# Rekursion



## sphonix (21. Mrz 2015)

Hallo Leute,

ich arbeite mich grade in Java ein und habe am Montag ein Testat. Ich bin ehrlich gesagt kein Java-Naturtalent und es fällt mir etwas schwer mich in das Thema Rekursion einzurbeiten.

Ich habe hier eine Aufgabe bei der ich gar nicht weiterkomme. Im Anhang ist die Aufgabenstellung abfotografiert.

für den Aufgabenteil a) bin ich nur soweit gekommen, dass ich weiß (hoffentlich auch richtig!), was im Allgeminen gemacht werden muss:

Mitarbeiter findeMalocher(){
	Mitarbeiter fund = this.name;
	for(Mitarbeiter m : untergebene){
		...
	}
	return fund;
} 

Aber jetzt weiß ich nicht wie ich weiter machen soll? Woher erkenne ich wann ich keine Untergebenen mehr habe? Kann jemand von euch mir die Lösung z Aufgabenteil a) erklären? Danach denke ich, dass ich b) selbstständig lösen müssen sollte.

Viele Grüße


----------



## Gucky (22. Mrz 2015)

Rekursiv bedeutet "sich selbst aufrufend". Du hast bisher nur eine iterative Lösung.

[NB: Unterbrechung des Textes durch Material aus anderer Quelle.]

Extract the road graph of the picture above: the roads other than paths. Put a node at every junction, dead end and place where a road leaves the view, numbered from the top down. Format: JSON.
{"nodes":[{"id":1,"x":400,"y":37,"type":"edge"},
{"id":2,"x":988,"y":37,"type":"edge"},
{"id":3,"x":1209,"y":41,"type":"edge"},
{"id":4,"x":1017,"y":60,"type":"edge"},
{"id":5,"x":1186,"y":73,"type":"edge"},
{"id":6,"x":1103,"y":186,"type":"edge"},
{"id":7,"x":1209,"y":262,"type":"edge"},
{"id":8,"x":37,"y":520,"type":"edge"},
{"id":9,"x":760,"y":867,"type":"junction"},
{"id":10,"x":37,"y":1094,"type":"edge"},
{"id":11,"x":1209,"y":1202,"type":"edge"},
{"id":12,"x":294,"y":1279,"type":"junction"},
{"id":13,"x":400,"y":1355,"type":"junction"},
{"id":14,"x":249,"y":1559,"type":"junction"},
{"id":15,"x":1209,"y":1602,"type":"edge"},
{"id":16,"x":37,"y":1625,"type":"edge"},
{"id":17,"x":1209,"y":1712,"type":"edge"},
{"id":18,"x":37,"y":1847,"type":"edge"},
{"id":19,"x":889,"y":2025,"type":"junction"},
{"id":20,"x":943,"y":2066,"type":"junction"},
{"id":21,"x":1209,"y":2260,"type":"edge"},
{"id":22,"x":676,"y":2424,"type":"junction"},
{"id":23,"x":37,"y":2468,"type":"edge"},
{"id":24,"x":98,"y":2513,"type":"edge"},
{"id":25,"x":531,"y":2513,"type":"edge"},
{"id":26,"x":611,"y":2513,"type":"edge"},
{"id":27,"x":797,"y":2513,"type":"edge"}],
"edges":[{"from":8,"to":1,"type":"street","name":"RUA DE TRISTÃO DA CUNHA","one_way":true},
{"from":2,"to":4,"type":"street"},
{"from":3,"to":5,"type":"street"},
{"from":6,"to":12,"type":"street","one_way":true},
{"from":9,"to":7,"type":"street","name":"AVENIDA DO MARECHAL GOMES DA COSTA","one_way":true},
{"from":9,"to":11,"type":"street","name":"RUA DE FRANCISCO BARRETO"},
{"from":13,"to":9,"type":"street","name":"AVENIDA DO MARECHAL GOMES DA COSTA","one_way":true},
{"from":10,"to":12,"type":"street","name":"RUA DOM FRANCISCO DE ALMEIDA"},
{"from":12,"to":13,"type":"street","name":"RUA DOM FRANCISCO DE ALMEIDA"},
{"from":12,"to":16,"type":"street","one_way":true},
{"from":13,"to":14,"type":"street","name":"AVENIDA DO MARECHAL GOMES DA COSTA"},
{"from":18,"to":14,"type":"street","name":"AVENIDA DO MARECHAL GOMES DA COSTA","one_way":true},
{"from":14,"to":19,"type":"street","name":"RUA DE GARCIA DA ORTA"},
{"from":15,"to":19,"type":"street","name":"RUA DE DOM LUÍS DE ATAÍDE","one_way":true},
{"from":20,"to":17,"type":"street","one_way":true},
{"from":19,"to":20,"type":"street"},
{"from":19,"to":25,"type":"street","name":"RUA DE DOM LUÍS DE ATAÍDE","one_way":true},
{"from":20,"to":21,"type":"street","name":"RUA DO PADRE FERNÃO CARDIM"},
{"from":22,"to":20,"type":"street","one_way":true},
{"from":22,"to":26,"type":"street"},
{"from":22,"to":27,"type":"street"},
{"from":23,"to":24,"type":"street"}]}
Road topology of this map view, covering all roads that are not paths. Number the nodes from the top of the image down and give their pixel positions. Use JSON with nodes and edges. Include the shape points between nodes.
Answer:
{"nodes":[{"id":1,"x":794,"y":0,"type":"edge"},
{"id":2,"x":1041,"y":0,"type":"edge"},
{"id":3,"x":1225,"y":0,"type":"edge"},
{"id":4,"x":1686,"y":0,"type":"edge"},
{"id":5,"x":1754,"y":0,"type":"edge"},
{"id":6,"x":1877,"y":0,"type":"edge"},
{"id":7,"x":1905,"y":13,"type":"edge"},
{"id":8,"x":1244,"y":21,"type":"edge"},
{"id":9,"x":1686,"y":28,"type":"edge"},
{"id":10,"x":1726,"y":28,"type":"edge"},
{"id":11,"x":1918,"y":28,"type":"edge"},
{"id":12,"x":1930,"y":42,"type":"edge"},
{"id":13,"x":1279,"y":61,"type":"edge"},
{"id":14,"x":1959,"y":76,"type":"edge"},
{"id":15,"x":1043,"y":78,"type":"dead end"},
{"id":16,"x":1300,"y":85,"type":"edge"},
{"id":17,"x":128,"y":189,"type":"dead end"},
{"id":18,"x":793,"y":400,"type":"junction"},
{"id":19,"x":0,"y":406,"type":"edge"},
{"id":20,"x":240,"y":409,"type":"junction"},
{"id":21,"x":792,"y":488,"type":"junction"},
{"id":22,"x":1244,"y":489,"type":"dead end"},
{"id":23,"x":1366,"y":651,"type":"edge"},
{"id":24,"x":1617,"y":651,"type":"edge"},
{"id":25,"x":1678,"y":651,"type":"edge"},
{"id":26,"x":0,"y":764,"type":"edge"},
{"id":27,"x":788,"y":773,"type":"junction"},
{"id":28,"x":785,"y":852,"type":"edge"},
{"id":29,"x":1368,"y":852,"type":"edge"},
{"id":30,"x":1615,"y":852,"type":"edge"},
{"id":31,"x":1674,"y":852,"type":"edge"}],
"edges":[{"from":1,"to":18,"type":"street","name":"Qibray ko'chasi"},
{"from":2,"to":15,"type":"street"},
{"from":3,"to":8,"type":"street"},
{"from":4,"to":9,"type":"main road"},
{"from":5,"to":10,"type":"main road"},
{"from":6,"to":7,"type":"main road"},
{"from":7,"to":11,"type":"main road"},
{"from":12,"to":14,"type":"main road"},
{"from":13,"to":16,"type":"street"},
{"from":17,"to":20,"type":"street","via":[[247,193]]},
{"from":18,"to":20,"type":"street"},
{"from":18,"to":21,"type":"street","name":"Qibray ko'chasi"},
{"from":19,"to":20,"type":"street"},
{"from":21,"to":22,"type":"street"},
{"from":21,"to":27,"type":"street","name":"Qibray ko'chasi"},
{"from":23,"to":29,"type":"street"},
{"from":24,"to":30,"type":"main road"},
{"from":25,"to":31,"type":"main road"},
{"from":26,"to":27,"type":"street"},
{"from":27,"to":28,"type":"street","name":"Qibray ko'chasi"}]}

Du durchläufst die ArrayList mit einer for-each Schleife. Auf jedes Mitarbeiter Objekt rufst du findeMalocher auf.
Was genau gesucht ist, weiß ich nicht, weshalb ich diesen Fall annehme: gesucht sind die Mitarbeiter Objekte, die einen Malocher beschreiben.
Wird ein Malocher gefunden (untergebene.size() = 0), so fügst du ihn einer lokalen ArrayList hinzu. Am Ende der Methode gibst du die ArrayList zurück.
Die aufrufende Methode findeMalocher fügt diese Liste ihrer eigenen Liste hinzu und das Ganze geht von vorne los.


Oder in Pseudocode:

```
ArrayList<Mitarbeiter> findeMalocher(){
  ArrayList<Mitarbeiter> malocher = new ...
  if (Untergebene){
    for(Mitarbeiter arb : untergebene){
      malocher.addAll(arb.findeMalocher());
    }
  }
  else untergebene.add(this)
  return malocher
}
```

Da ist noch Optimierungspotential, sodass du pro Malocher einen Methodenaufruf sparen kannst aber das überlasse ich dir


----------



## sphonix (22. Mrz 2015)

Danke für deine Antowort. Irgendwie erschließt sich mir das jedoch nicht ganz :s

Wenn ich das versuche durchzugehen dann habe ich doch folgendes und bitte korregiert mich falls ich das Prinizp falsch verstehe:

Die ArrayList untergebene beinhaltet doch die untergebenen Mitarbeiter von Aaron. Das sind Berta und Bruno. Bertra hat doch wiederrum eigene Untergebene. Das heißt ich habe hier eigentlich 2 ArrayListen von Typ Mitarbeiter. Einmal Eine Liste von Untergebene Aarons und eine von Bertas. Oder werden alle in eine ArrayList abgespeichert?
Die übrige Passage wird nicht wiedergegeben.